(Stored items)
□ □ □

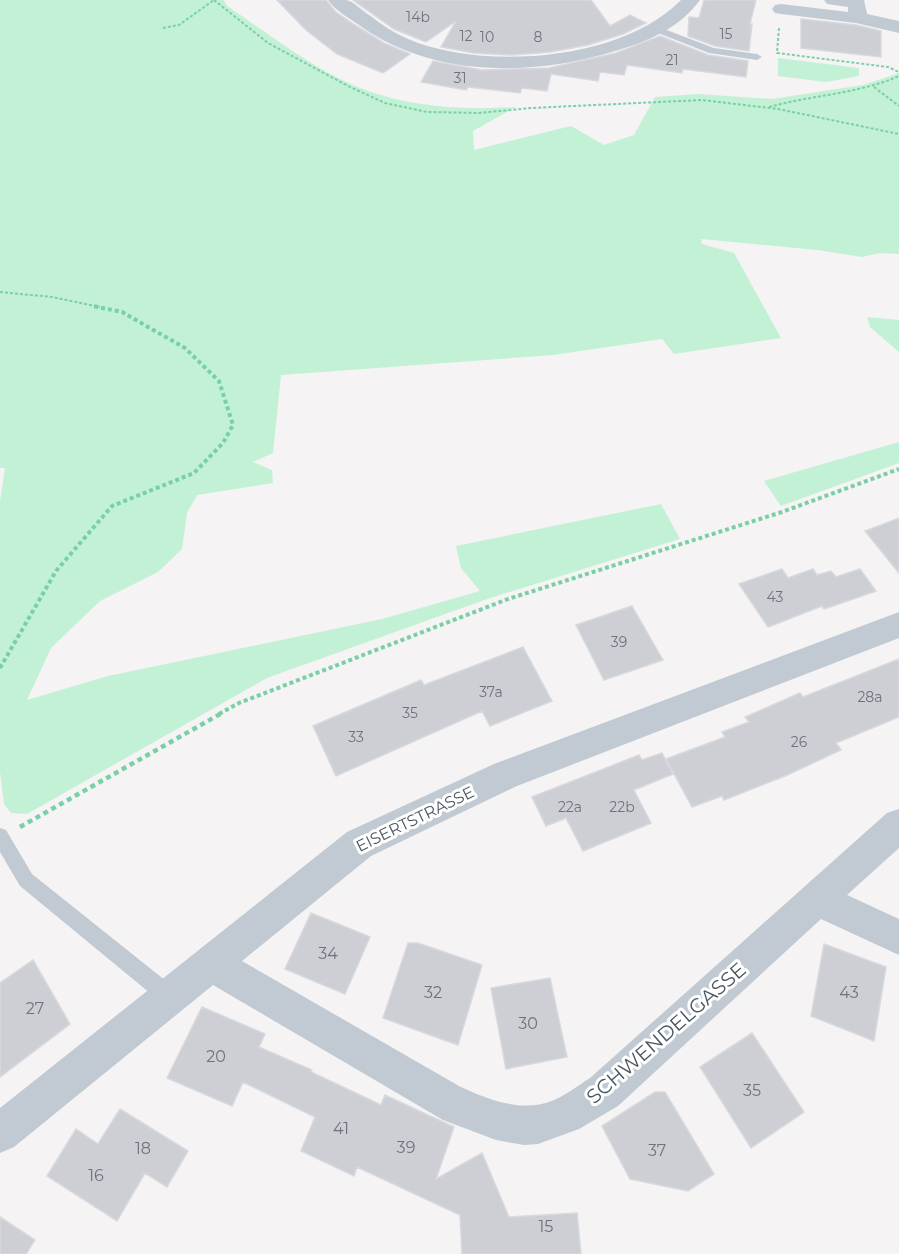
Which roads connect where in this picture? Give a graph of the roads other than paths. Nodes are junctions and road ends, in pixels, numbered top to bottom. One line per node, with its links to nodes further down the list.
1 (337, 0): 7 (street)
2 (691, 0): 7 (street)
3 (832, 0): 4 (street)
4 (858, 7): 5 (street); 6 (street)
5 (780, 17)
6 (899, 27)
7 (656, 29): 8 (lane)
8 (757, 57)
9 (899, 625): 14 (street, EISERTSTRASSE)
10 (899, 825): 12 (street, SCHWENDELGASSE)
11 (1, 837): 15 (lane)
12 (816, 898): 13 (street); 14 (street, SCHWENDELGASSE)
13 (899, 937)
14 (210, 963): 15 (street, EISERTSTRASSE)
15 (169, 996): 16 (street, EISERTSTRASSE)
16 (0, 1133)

□ □ □

■ Exercise details
Return every record exactly. Pictures stay out.

■ Answer to this task
Which roads connect where in this picture? Give a graph of the roads other than paths. Nodes are junctions and road ends, in pixels, numbered top to bottom. One line per node, with its links to nodes further down the list.
1 (337, 0): 7 (street)
2 (691, 0): 7 (street)
3 (832, 0): 4 (street)
4 (858, 7): 5 (street); 6 (street)
5 (780, 17)
6 (899, 27)
7 (656, 29): 8 (lane)
8 (757, 57)
9 (899, 625): 14 (street, EISERTSTRASSE)
10 (899, 825): 12 (street, SCHWENDELGASSE)
11 (1, 837): 15 (lane)
12 (816, 898): 13 (street); 14 (street, SCHWENDELGASSE)
13 (899, 937)
14 (210, 963): 15 (street, EISERTSTRASSE)
15 (169, 996): 16 (street, EISERTSTRASSE)
16 (0, 1133)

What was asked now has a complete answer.